PROBLEM STATEMENT. All of the data is to be repeated verbatim.

INFORMATION SHOWN.

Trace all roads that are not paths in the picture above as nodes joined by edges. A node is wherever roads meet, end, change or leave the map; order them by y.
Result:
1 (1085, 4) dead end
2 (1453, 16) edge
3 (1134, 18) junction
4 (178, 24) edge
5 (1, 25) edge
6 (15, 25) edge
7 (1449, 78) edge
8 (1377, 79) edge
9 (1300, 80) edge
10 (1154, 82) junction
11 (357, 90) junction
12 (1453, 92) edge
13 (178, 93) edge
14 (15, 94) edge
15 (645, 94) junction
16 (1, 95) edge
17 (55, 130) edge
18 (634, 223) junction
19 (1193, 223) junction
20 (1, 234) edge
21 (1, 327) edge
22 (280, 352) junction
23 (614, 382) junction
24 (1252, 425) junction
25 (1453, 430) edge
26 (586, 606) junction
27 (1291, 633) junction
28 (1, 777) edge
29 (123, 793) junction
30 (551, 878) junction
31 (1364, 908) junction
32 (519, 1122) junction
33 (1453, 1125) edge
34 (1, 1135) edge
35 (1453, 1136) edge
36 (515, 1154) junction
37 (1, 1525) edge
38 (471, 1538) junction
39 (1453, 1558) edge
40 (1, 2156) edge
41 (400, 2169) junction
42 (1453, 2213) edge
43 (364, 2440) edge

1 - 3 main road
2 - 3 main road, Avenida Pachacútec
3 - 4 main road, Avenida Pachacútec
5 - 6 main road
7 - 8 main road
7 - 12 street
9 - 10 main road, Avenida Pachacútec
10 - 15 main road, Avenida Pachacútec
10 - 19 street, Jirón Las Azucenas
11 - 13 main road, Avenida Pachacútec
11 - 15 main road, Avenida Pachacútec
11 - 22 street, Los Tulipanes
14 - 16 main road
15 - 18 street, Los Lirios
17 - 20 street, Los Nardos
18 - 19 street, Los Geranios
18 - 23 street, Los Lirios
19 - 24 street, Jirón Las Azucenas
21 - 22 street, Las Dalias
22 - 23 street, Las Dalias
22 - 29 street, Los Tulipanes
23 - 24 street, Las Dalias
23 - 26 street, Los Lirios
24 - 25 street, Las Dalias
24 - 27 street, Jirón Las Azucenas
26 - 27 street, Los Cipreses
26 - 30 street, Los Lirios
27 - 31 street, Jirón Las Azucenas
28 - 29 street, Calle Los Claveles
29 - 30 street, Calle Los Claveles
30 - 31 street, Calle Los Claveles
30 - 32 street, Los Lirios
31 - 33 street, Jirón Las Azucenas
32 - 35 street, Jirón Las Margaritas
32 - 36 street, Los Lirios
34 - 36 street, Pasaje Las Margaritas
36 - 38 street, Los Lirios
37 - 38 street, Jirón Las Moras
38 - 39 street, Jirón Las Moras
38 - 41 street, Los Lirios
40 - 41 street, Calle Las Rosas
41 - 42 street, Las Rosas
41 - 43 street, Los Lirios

WRITTEN SOLUTION.
Trace all roads that are not paths in the picture above as nodes joined by edges. A node is wherever roads meet, end, change or leave the map; order them by y.
Result:
1 (1085, 4) dead end
2 (1453, 16) edge
3 (1134, 18) junction
4 (178, 24) edge
5 (1, 25) edge
6 (15, 25) edge
7 (1449, 78) edge
8 (1377, 79) edge
9 (1300, 80) edge
10 (1154, 82) junction
11 (357, 90) junction
12 (1453, 92) edge
13 (178, 93) edge
14 (15, 94) edge
15 (645, 94) junction
16 (1, 95) edge
17 (55, 130) edge
18 (634, 223) junction
19 (1193, 223) junction
20 (1, 234) edge
21 (1, 327) edge
22 (280, 352) junction
23 (614, 382) junction
24 (1252, 425) junction
25 (1453, 430) edge
26 (586, 606) junction
27 (1291, 633) junction
28 (1, 777) edge
29 (123, 793) junction
30 (551, 878) junction
31 (1364, 908) junction
32 (519, 1122) junction
33 (1453, 1125) edge
34 (1, 1135) edge
35 (1453, 1136) edge
36 (515, 1154) junction
37 (1, 1525) edge
38 (471, 1538) junction
39 (1453, 1558) edge
40 (1, 2156) edge
41 (400, 2169) junction
42 (1453, 2213) edge
43 (364, 2440) edge

1 - 3 main road
2 - 3 main road, Avenida Pachacútec
3 - 4 main road, Avenida Pachacútec
5 - 6 main road
7 - 8 main road
7 - 12 street
9 - 10 main road, Avenida Pachacútec
10 - 15 main road, Avenida Pachacútec
10 - 19 street, Jirón Las Azucenas
11 - 13 main road, Avenida Pachacútec
11 - 15 main road, Avenida Pachacútec
11 - 22 street, Los Tulipanes
14 - 16 main road
15 - 18 street, Los Lirios
17 - 20 street, Los Nardos
18 - 19 street, Los Geranios
18 - 23 street, Los Lirios
19 - 24 street, Jirón Las Azucenas
21 - 22 street, Las Dalias
22 - 23 street, Las Dalias
22 - 29 street, Los Tulipanes
23 - 24 street, Las Dalias
23 - 26 street, Los Lirios
24 - 25 street, Las Dalias
24 - 27 street, Jirón Las Azucenas
26 - 27 street, Los Cipreses
26 - 30 street, Los Lirios
27 - 31 street, Jirón Las Azucenas
28 - 29 street, Calle Los Claveles
29 - 30 street, Calle Los Claveles
30 - 31 street, Calle Los Claveles
30 - 32 street, Los Lirios
31 - 33 street, Jirón Las Azucenas
32 - 35 street, Jirón Las Margaritas
32 - 36 street, Los Lirios
34 - 36 street, Pasaje Las Margaritas
36 - 38 street, Los Lirios
37 - 38 street, Jirón Las Moras
38 - 39 street, Jirón Las Moras
38 - 41 street, Los Lirios
40 - 41 street, Calle Las Rosas
41 - 42 street, Las Rosas
41 - 43 street, Los Lirios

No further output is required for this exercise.